• **Data items**
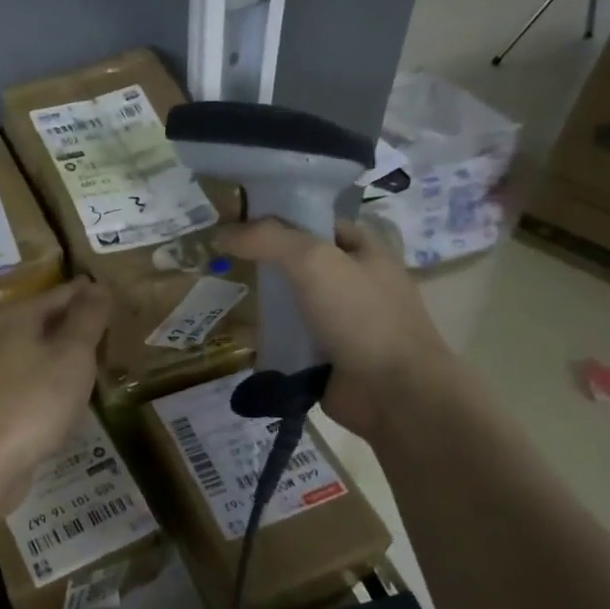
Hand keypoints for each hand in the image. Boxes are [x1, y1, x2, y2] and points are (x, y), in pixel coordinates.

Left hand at [0, 278, 110, 493]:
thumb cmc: (34, 402)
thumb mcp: (72, 355)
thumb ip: (87, 318)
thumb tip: (97, 286)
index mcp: (15, 316)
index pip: (62, 293)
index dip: (91, 294)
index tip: (116, 295)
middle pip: (46, 320)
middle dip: (78, 322)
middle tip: (114, 326)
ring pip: (38, 350)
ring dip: (65, 352)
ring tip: (100, 357)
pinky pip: (31, 377)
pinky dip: (52, 378)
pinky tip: (70, 392)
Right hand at [214, 216, 456, 437]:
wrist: (393, 392)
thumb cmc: (360, 316)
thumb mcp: (313, 262)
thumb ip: (266, 240)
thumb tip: (219, 234)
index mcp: (362, 246)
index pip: (310, 219)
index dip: (271, 216)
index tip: (230, 222)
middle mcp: (352, 278)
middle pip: (295, 260)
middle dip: (259, 260)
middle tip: (216, 260)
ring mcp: (338, 319)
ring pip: (288, 300)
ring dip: (258, 300)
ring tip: (217, 295)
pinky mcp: (324, 353)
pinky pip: (286, 336)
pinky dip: (263, 335)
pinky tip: (233, 333)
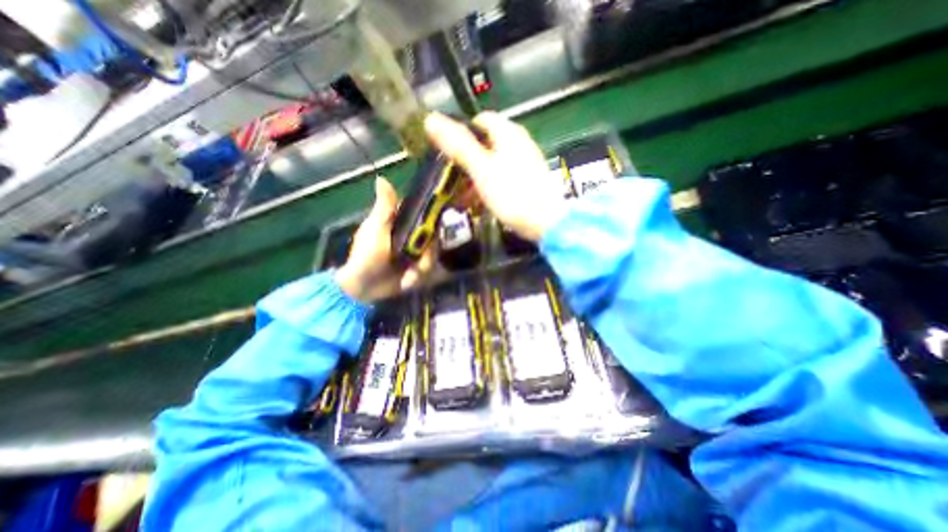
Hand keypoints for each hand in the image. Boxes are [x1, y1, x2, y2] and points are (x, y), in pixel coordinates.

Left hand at [336, 177, 433, 303]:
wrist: (363, 288)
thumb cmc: (366, 255)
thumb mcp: (375, 229)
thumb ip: (384, 207)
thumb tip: (381, 178)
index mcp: (401, 222)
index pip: (424, 214)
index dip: (432, 218)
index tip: (434, 228)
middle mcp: (412, 235)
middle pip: (433, 237)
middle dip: (427, 253)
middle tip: (419, 263)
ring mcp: (416, 252)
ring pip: (432, 254)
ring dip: (422, 267)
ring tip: (408, 277)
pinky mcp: (417, 267)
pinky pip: (428, 268)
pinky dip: (419, 276)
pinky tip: (407, 282)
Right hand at [427, 113, 565, 240]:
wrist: (545, 223)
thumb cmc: (512, 194)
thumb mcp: (481, 169)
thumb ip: (458, 145)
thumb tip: (431, 119)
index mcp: (508, 133)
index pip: (480, 121)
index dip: (461, 133)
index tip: (447, 153)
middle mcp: (518, 143)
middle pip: (485, 144)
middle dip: (466, 162)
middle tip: (452, 180)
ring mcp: (525, 162)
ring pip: (492, 163)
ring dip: (474, 178)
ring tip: (461, 198)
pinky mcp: (527, 181)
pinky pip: (502, 178)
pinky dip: (488, 187)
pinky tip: (479, 203)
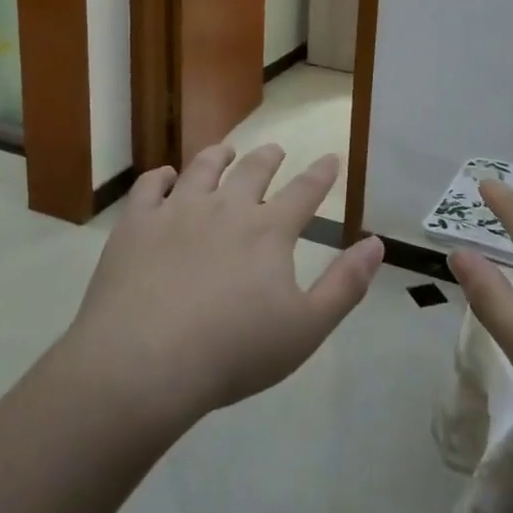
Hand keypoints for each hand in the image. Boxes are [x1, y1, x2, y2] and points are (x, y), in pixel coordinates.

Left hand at [67, 144, 383, 426]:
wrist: (145, 362)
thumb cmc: (233, 352)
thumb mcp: (306, 328)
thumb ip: (345, 284)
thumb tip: (376, 243)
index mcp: (269, 231)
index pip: (304, 191)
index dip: (321, 174)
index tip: (330, 158)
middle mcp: (226, 208)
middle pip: (252, 171)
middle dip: (268, 157)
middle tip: (275, 150)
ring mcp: (177, 211)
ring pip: (202, 169)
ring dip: (217, 156)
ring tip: (224, 150)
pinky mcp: (136, 224)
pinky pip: (150, 187)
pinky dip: (160, 177)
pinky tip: (165, 178)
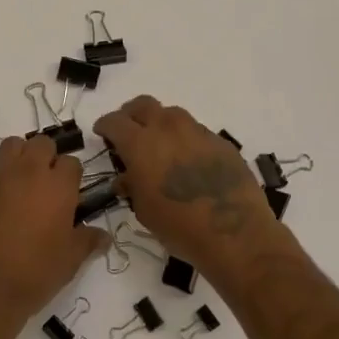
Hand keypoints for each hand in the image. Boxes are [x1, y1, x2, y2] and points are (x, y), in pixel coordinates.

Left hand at [0, 134, 110, 330]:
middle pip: (42, 143)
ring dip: (17, 158)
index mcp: (58, 186)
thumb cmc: (33, 275)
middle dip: (45, 157)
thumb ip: (87, 241)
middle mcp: (28, 171)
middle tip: (43, 184)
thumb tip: (104, 236)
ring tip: (17, 183)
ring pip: (11, 145)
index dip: (71, 177)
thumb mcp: (69, 262)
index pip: (71, 163)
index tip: (68, 194)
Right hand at [93, 96, 285, 281]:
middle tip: (129, 132)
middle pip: (143, 104)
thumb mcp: (144, 211)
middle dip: (131, 114)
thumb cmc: (180, 227)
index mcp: (141, 144)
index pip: (114, 121)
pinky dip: (185, 139)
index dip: (105, 125)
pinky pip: (195, 131)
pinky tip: (189, 162)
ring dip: (160, 124)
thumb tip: (127, 177)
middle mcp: (167, 128)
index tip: (102, 133)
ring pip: (171, 114)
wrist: (235, 234)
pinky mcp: (220, 141)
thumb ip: (132, 186)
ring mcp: (197, 131)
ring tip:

• **WHAT TO PRODUCE**
Output exactly the lines from the one containing "index dip: (105, 125)" through the last line of the entries, both ends included.

• **SOLUTION TO THIS PROBLEM**
index dip: (105, 125)
pinky pip: (195, 131)
pinky tip: (189, 162)
ring dip: (160, 124)
thumb tip: (127, 177)
middle mcp: (167, 128)
index tip: (102, 133)
ring pip: (171, 114)
wrist: (235, 234)
pinky mcp: (220, 141)
thumb ip: (132, 186)
ring mcp: (197, 131)
ring tip:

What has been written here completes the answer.